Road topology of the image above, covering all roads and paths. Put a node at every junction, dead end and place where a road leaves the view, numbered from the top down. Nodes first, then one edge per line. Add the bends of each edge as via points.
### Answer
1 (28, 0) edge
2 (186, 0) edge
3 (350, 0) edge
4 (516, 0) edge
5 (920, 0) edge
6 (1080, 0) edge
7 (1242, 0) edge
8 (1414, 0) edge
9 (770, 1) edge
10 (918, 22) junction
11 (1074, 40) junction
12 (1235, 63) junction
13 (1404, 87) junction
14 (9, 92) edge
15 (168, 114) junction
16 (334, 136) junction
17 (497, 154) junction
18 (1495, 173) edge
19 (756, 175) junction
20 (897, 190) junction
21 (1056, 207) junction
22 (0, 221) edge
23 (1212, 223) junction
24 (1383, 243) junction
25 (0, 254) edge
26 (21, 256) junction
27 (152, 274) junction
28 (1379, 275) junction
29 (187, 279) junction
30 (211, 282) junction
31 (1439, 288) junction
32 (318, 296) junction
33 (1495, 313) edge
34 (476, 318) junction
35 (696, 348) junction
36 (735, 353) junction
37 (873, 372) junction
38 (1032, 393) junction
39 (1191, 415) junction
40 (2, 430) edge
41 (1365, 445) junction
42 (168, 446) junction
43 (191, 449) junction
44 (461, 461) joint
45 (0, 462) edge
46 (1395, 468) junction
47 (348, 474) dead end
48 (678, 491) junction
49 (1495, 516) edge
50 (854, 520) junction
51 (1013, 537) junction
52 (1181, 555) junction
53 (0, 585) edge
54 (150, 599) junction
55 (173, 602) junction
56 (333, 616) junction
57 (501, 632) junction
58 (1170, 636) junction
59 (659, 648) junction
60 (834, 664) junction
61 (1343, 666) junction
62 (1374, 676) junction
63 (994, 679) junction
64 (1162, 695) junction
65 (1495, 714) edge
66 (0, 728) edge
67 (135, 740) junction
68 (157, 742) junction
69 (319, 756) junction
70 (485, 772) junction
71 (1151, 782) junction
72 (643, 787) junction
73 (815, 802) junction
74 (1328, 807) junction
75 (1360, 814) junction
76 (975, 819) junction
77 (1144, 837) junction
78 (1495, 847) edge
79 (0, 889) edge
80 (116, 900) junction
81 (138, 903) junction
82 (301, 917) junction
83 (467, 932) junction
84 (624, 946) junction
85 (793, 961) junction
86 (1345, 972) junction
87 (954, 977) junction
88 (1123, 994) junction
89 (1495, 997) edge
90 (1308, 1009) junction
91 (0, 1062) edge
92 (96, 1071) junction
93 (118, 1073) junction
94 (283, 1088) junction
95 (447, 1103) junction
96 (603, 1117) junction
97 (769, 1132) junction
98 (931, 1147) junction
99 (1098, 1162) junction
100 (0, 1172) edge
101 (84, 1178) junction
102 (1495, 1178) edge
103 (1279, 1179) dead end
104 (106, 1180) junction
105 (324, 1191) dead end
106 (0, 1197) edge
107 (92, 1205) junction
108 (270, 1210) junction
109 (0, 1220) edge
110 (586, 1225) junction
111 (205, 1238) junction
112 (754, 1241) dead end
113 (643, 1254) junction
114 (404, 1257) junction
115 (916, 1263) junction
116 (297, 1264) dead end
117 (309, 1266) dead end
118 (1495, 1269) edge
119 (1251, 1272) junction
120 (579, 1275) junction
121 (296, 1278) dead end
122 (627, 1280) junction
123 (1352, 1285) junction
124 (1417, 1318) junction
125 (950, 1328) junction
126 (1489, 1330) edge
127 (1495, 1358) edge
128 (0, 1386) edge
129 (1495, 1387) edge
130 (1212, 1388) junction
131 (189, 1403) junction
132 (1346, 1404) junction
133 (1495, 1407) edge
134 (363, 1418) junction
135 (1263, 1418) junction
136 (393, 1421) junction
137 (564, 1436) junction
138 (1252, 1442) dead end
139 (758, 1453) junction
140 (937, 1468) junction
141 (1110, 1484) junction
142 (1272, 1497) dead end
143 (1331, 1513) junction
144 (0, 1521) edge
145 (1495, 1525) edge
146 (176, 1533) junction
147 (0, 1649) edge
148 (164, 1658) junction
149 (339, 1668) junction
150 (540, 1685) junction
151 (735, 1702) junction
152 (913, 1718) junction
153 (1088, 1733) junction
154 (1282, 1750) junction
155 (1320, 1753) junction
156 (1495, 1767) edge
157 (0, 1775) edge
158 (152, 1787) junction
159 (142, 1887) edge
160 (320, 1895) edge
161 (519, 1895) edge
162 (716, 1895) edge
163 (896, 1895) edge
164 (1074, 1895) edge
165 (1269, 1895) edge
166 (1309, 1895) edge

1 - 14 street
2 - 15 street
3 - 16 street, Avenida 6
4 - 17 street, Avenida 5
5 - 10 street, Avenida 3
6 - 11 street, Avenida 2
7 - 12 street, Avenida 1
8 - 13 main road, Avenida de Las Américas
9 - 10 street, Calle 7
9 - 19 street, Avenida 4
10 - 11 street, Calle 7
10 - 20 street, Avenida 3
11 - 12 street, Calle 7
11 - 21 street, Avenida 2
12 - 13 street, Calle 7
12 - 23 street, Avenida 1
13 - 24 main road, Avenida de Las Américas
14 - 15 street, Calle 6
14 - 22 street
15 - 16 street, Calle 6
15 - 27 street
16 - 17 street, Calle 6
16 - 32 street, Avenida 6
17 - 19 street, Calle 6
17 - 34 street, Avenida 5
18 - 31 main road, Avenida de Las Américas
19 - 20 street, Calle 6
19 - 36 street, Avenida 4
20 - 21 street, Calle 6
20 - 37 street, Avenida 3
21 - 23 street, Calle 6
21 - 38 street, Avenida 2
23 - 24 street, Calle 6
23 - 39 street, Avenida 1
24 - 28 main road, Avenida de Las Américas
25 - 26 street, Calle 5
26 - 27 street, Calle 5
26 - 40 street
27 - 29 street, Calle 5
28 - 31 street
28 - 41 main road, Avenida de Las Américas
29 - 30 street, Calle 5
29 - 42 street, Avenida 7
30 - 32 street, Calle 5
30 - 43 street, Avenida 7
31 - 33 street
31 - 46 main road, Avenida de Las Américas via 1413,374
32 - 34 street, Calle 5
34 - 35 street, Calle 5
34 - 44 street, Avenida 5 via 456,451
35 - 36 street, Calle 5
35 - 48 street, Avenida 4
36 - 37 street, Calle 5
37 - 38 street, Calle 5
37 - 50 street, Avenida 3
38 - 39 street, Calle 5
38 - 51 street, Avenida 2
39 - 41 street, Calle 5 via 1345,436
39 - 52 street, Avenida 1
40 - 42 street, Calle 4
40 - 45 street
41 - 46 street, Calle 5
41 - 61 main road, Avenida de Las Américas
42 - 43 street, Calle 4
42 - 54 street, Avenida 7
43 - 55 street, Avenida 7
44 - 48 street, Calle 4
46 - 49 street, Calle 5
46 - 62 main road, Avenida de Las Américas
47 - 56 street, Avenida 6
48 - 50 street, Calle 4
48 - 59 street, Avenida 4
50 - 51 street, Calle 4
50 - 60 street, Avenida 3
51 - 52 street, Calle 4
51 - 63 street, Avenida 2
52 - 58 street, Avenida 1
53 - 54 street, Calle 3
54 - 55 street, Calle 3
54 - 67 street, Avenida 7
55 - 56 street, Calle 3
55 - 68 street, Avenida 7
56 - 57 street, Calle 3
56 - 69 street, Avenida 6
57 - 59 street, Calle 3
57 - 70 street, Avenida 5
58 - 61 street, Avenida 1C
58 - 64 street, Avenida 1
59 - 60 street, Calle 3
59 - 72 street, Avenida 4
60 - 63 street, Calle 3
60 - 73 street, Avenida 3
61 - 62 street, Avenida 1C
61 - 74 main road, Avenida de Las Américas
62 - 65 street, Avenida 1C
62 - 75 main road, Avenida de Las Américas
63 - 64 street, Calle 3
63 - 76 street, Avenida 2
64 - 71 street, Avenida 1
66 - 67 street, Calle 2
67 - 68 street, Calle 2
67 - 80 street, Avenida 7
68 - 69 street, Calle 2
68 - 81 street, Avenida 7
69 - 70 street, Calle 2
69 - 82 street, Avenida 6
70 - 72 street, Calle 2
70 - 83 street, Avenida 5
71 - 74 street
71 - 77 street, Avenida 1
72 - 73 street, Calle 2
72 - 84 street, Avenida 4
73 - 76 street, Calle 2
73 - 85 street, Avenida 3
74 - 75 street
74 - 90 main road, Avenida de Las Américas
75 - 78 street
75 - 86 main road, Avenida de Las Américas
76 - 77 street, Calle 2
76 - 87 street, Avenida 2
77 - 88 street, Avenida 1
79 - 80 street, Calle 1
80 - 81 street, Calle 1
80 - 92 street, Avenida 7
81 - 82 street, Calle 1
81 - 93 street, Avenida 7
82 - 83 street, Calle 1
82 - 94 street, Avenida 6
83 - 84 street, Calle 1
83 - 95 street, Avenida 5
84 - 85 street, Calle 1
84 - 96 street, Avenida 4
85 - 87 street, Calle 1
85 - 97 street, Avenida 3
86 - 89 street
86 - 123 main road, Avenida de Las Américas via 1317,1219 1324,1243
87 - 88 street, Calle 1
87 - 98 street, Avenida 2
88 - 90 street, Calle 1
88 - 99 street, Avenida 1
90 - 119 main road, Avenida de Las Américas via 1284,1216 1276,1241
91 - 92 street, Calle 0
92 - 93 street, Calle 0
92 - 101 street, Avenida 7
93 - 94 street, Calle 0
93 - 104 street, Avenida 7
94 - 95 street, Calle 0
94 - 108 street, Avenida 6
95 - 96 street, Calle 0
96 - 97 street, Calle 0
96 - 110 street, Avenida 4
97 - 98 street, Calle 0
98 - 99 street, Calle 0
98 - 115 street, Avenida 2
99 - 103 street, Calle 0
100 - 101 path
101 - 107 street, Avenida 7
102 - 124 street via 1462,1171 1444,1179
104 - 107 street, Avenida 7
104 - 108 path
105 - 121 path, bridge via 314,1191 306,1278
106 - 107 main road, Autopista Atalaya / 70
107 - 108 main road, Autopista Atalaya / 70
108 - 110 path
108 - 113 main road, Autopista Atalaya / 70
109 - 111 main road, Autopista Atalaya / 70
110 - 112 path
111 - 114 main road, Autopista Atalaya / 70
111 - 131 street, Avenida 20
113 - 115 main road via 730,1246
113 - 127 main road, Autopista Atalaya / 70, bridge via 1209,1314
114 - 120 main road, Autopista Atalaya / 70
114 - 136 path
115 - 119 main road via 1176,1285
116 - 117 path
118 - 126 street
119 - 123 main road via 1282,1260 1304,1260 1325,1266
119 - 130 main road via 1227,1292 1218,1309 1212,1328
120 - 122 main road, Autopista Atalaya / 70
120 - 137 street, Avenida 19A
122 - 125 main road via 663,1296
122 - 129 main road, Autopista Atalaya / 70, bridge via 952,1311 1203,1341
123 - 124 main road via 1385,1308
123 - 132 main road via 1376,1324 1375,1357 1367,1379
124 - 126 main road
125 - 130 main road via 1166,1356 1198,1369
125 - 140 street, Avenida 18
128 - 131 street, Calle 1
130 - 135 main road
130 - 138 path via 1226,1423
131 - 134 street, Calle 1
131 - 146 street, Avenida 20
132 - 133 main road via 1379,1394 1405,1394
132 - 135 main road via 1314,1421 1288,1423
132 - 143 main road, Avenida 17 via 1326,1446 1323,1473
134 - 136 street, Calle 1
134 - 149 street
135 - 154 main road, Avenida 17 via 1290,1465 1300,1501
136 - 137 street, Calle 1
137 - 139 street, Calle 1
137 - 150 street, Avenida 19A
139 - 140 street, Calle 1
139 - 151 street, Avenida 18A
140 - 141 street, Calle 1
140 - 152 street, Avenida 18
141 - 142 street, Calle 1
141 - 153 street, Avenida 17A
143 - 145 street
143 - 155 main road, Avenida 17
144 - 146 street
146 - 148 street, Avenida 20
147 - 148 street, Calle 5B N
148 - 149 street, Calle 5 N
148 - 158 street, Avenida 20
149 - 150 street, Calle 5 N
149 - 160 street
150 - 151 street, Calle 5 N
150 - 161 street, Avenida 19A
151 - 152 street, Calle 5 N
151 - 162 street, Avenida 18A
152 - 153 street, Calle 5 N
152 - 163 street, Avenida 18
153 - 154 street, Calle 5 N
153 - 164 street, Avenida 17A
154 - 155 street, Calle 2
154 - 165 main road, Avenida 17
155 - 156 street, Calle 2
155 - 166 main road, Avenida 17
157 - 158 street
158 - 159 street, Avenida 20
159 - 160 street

::::::::::

> WHAT IS BEING ASKED
Wherever a line in the data above holds the word "Atalaya", copy that line.

> SOLUTION FOR THIS TASK
106 - 107 main road, Autopista Atalaya / 70
107 - 108 main road, Autopista Atalaya / 70
108 - 113 main road, Autopista Atalaya / 70
109 - 111 main road, Autopista Atalaya / 70
111 - 114 main road, Autopista Atalaya / 70
113 - 127 main road, Autopista Atalaya / 70, bridge via 1209,1314
114 - 120 main road, Autopista Atalaya / 70
120 - 122 main road, Autopista Atalaya / 70
122 - 129 main road, Autopista Atalaya / 70, bridge via 952,1311 1203,1341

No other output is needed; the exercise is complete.